*Extracted entries*:
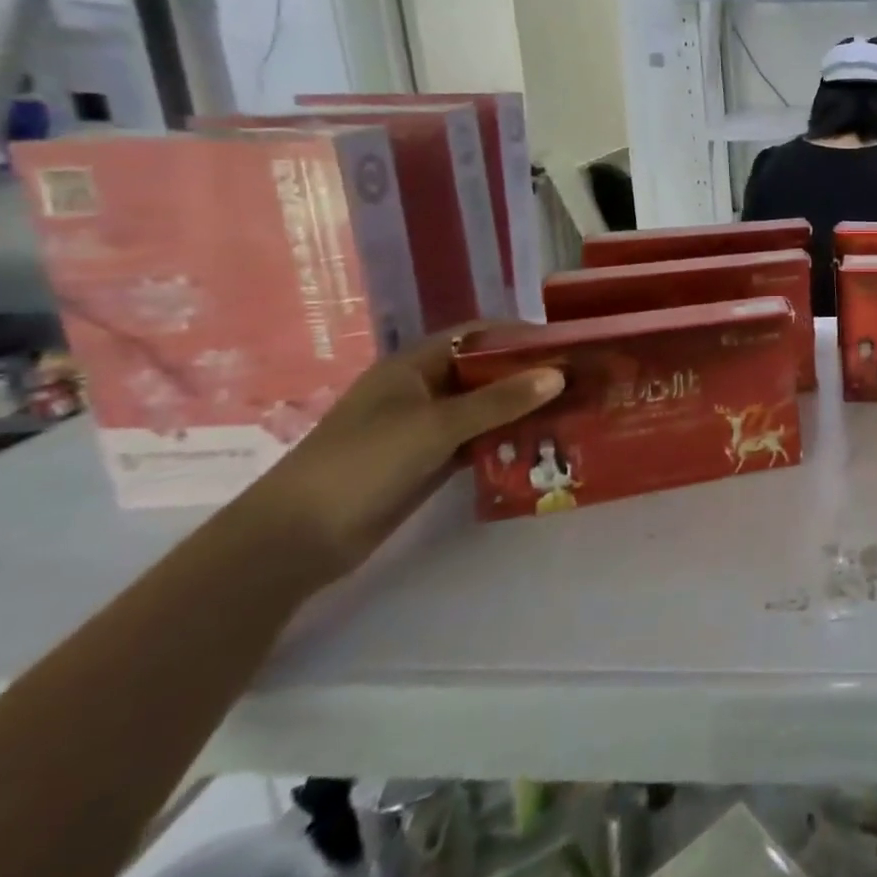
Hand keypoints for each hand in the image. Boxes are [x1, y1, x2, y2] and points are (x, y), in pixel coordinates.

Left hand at [237, 327, 563, 584]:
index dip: (520, 335)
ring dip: (522, 411)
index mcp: (414, 366)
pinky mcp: (429, 462)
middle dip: (530, 376)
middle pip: (486, 372)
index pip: (477, 335)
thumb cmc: (362, 464)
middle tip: (580, 383)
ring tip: (572, 414)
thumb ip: (499, 401)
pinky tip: (542, 446)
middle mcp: (423, 390)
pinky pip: (478, 441)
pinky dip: (507, 441)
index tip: (566, 346)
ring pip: (485, 409)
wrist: (295, 541)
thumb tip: (559, 374)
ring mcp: (425, 428)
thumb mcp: (435, 426)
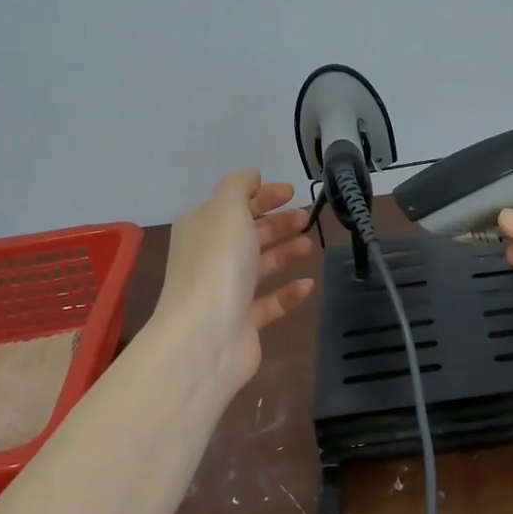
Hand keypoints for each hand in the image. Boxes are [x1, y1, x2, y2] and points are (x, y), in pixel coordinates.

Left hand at [153, 171, 315, 399]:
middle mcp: (210, 256)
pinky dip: (288, 292)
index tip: (291, 191)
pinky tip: (308, 284)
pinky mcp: (242, 322)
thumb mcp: (227, 210)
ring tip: (310, 245)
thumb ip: (239, 186)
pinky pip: (269, 302)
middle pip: (247, 234)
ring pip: (259, 266)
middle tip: (307, 218)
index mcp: (201, 227)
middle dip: (276, 223)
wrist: (205, 336)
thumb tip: (252, 176)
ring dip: (284, 252)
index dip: (261, 194)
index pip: (233, 203)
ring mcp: (225, 291)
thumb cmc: (218, 264)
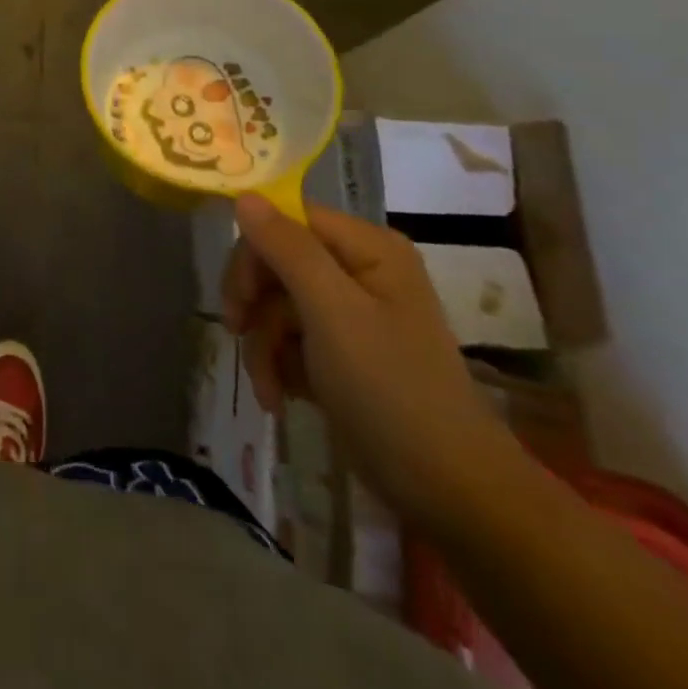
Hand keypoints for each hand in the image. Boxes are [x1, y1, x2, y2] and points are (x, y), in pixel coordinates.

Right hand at [221, 194, 521, 531]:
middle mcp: (360, 270)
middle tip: (237, 333)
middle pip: (277, 263)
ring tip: (268, 390)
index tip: (238, 299)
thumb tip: (243, 194)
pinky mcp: (344, 352)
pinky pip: (292, 339)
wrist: (450, 493)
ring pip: (278, 305)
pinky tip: (281, 397)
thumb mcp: (332, 312)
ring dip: (263, 345)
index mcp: (368, 248)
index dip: (254, 253)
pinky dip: (278, 365)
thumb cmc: (391, 390)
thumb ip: (287, 249)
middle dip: (255, 305)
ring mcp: (352, 314)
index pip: (286, 221)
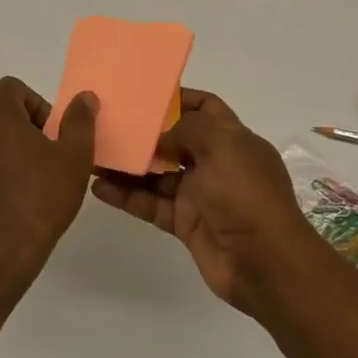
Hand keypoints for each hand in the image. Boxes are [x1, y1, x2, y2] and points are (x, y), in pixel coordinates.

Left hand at [0, 77, 98, 293]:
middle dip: (26, 131)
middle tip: (48, 162)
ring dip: (9, 155)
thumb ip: (80, 121)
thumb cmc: (40, 200)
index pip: (13, 88)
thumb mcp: (74, 158)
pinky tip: (11, 206)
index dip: (38, 105)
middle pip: (0, 115)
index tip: (52, 136)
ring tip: (32, 186)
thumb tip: (84, 97)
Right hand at [89, 88, 330, 316]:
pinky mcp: (185, 223)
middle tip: (108, 122)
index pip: (206, 107)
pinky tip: (98, 186)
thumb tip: (159, 137)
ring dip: (129, 165)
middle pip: (175, 140)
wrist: (264, 262)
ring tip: (93, 153)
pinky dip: (126, 196)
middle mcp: (216, 163)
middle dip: (145, 132)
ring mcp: (199, 195)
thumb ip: (187, 130)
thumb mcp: (222, 146)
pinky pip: (150, 204)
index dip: (179, 98)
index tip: (144, 94)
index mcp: (233, 139)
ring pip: (157, 174)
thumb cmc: (246, 194)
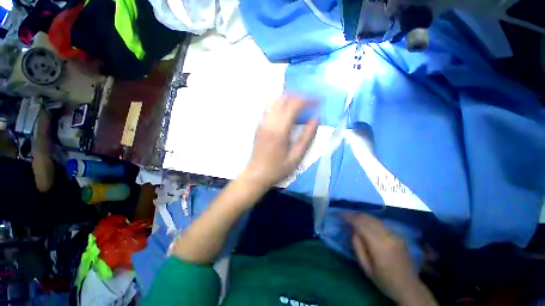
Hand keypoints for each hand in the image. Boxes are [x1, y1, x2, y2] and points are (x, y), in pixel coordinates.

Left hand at [242, 95, 317, 187]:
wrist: (256, 174)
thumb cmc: (277, 168)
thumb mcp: (296, 157)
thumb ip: (307, 137)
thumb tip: (316, 119)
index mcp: (280, 130)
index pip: (294, 105)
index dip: (308, 100)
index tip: (319, 102)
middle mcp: (269, 122)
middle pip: (285, 99)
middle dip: (300, 97)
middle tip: (311, 102)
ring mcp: (262, 122)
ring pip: (276, 100)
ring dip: (290, 98)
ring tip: (301, 103)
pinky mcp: (259, 124)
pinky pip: (269, 107)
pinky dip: (280, 103)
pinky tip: (287, 109)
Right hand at [346, 213, 436, 305]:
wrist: (408, 286)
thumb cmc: (384, 280)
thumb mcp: (366, 267)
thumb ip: (357, 246)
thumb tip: (353, 230)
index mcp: (379, 245)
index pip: (361, 224)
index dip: (349, 217)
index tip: (340, 214)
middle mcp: (388, 235)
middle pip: (367, 218)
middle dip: (354, 214)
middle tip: (344, 214)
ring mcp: (395, 234)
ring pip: (374, 218)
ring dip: (361, 215)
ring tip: (352, 216)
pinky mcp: (398, 234)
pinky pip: (380, 223)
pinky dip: (370, 220)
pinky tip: (364, 222)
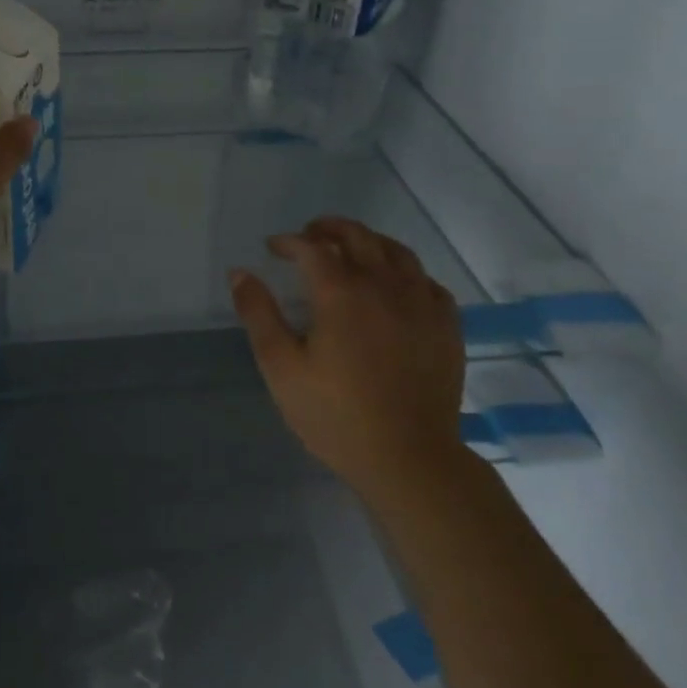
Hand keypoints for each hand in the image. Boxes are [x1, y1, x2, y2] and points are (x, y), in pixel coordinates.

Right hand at [229, 217, 467, 508]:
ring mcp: (421, 302)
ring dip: (368, 241)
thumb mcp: (281, 368)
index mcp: (341, 293)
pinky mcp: (446, 324)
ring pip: (396, 251)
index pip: (312, 247)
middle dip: (328, 228)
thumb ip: (259, 315)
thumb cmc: (336, 416)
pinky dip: (404, 271)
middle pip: (357, 236)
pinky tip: (395, 285)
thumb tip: (240, 273)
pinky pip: (426, 280)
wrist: (409, 459)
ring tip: (351, 249)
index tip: (273, 248)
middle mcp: (384, 285)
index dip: (289, 241)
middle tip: (309, 235)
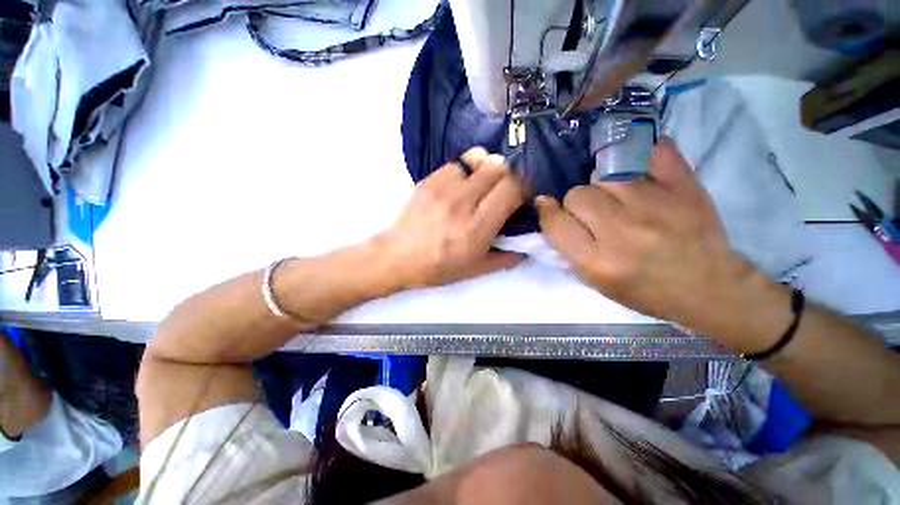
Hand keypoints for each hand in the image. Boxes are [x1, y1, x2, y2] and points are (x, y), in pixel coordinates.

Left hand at [375, 147, 523, 289]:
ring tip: (485, 182)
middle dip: (510, 175)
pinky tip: (465, 182)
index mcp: (477, 228)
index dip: (524, 186)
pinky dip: (469, 166)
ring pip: (480, 157)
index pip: (512, 188)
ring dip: (490, 167)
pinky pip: (459, 161)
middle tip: (505, 189)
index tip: (522, 195)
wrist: (397, 256)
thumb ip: (504, 259)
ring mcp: (444, 188)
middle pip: (499, 167)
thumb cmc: (438, 267)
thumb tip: (524, 248)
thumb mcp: (475, 270)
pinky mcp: (429, 180)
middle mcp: (463, 203)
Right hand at [536, 138, 790, 341]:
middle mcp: (622, 231)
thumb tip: (549, 211)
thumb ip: (568, 249)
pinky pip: (654, 152)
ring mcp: (655, 205)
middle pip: (578, 194)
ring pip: (605, 175)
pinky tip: (637, 167)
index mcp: (598, 261)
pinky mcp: (684, 187)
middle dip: (577, 203)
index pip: (555, 223)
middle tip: (593, 213)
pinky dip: (642, 154)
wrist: (709, 287)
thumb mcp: (596, 282)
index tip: (549, 207)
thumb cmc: (645, 291)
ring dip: (603, 186)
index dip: (548, 212)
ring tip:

*Aim of the task*: Which lines run from the one holding "middle dip: (300, 97)" through the one holding "index dip: (349, 217)" in the records above? Repeat them exactly, both included, and nothing more.

*Problem solution*:
middle dip: (300, 97)
middle tip: (311, 102)
ring mcp: (262, 122)
ring pip: (276, 100)
ring dip: (290, 98)
ring tip: (301, 103)
pinky mcp: (259, 124)
pinky pip: (269, 107)
pinky dip: (280, 103)
pinky tip: (287, 109)
Right hand at [346, 213, 436, 305]:
wrist: (408, 286)
thumb cmc: (384, 280)
thumb mcp: (366, 267)
thumb ip: (357, 246)
thumb tip: (353, 230)
index mcp: (379, 245)
index pip: (361, 224)
index dip: (349, 217)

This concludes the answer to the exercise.